Feigl-Ding's rapid rise to prominence as a TV and media commentator and expert during the COVID-19 pandemic, despite his lack of academic activity in infectious diseases, has led to much criticism and controversy. He received early criticism for offering public warnings on the COVID-19 pandemic as well as praise from David Wallace-Wells, editor-at-large at New York Magazine. A January 2020 article published by The Atlantic covered the early controversy of Feigl-Ding's social media presence. On March 26, Alexis Madrigal, its author, re-assessed his piece and stated that "it was right in the particulars and wrong on the big picture." While Feigl-Ding admits he has made mistakes, one of his supporters, Ali Nouri, the president of the Federation of American Scientists (FAS), a scientific think tank dedicated to science communication, attributed some of the criticism of Feigl-Ding down to stylistic differences in information dissemination.

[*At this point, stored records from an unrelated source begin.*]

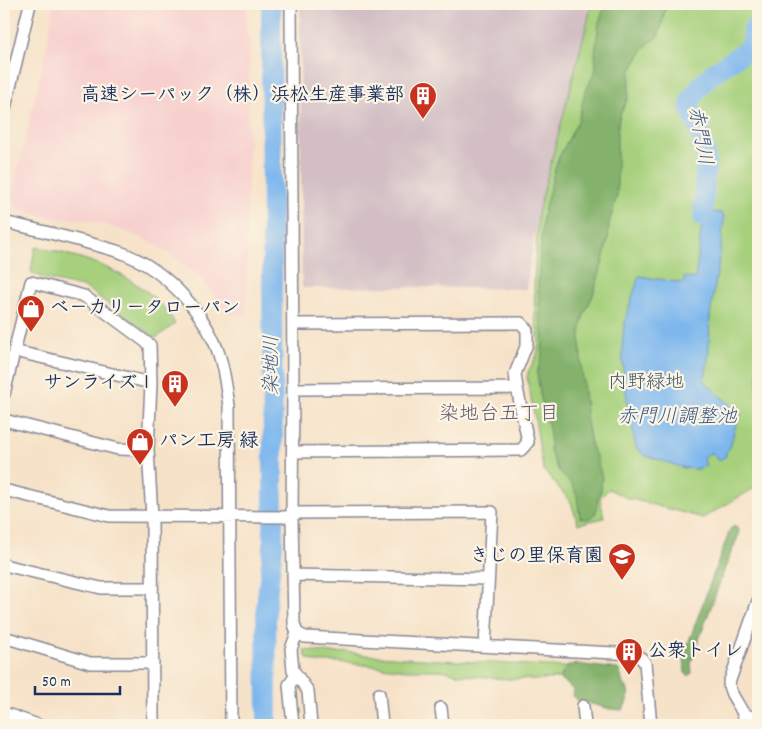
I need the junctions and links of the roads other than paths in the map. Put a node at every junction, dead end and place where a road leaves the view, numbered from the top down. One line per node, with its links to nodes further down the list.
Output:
1 (30, 4): 3 (street)
2 (291, 4): 5 (street)
3 (4, 112)
4 (4, 222): 17 (street)
5 (292, 324): 8 (street); 9 (street)
6 (14, 351): 7 (street); 7 (street); 10 (street)
7 (151, 384): 12 (street)
8 (517, 388): 9 (street); 13 (street)
9 (293, 389): 13 (street)
10 (4, 394)
11 (4, 420): 12 (street)
12 (148, 450): 16 (street)
13 (293, 452): 15 (street)
14 (4, 490): 16 (street)
15 (289, 515): 17 (street); 19 (street); 20 (street)
16 (152, 516): 17 (street); 21 (street)
17 (230, 517): 36 (street)
18 (4, 565): 21 (street)
19 (293, 575): 20 (street); 23 (street)
20 (488, 579): 25 (street)
21 (152, 588): 26 (street)
22 (758, 601): 31 (street)
23 (297, 633): 25 (street); 27 (street)
24 (4, 637): 26 (street)
25 (485, 646): 42 (street)
26 (153, 663): 35 (street)
27 (296, 675): 37 (street); 38 (street)
28 (379, 694): 39 (street)
29 (583, 706): 41 (street)
30 (442, 708): 40 (street)
31 (742, 712): 33 (street); 43 (street)
32 (4, 713): 34 (street)
33 (758, 722): 43 (street)
34 (38, 725)
35 (153, 725)
36 (231, 725)
37 (292, 725)
38 (311, 725)
39 (382, 725)
40 (443, 725)
41 (585, 725)
42 (651, 725)
43 (744, 725)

His tweets during the pandemic have also at times been criticized by other scientists as alarmist, misleading, and inaccurate.

==Political campaign==

Feigl-Ding was a candidate in the 2018 Democratic primary for Pennsylvania's 10th congressional district. On February 27, 2018, Feigl-Ding announced his candidacy in the Democratic primary for Pennsylvania's 10th congressional district. He campaigned on a progressive platform advocating for science, universal healthcare, and public health.
During the run up to the election, Feigl-Ding did not take corporate PAC money. He received 18% of the vote to George Scott's 36% in a 4-person primary.

==Awards and recognition==

Feigl-Ding's graduate studies were supported by the Paul and Daisy Soros Fellowship for New Americans (2008). He was recognized by Craigslist founder Craig Newmark as one of “16 People and Organizations Changing the World in 2012”. He was invited to join the Global Shapers program of the World Economic Forum, and joined in February 2013. He received the CUGH's Global Health Project of the Year Prize in 2014, and the American Heart Association's Scott Grundy Excellence Award in 2015. He was named in 2018 as a Web of Science 'Highly Cited Researcher', among the top 1% most cited scientists worldwide, and among the 186 top cited scientists at Harvard University.

==Personal life==
Eric Ding married health economist Andrea Feigl in the mid 2010s. In the fall of 2020 they moved to Austria so that their son could attend school in person while schools were closed in the U.S.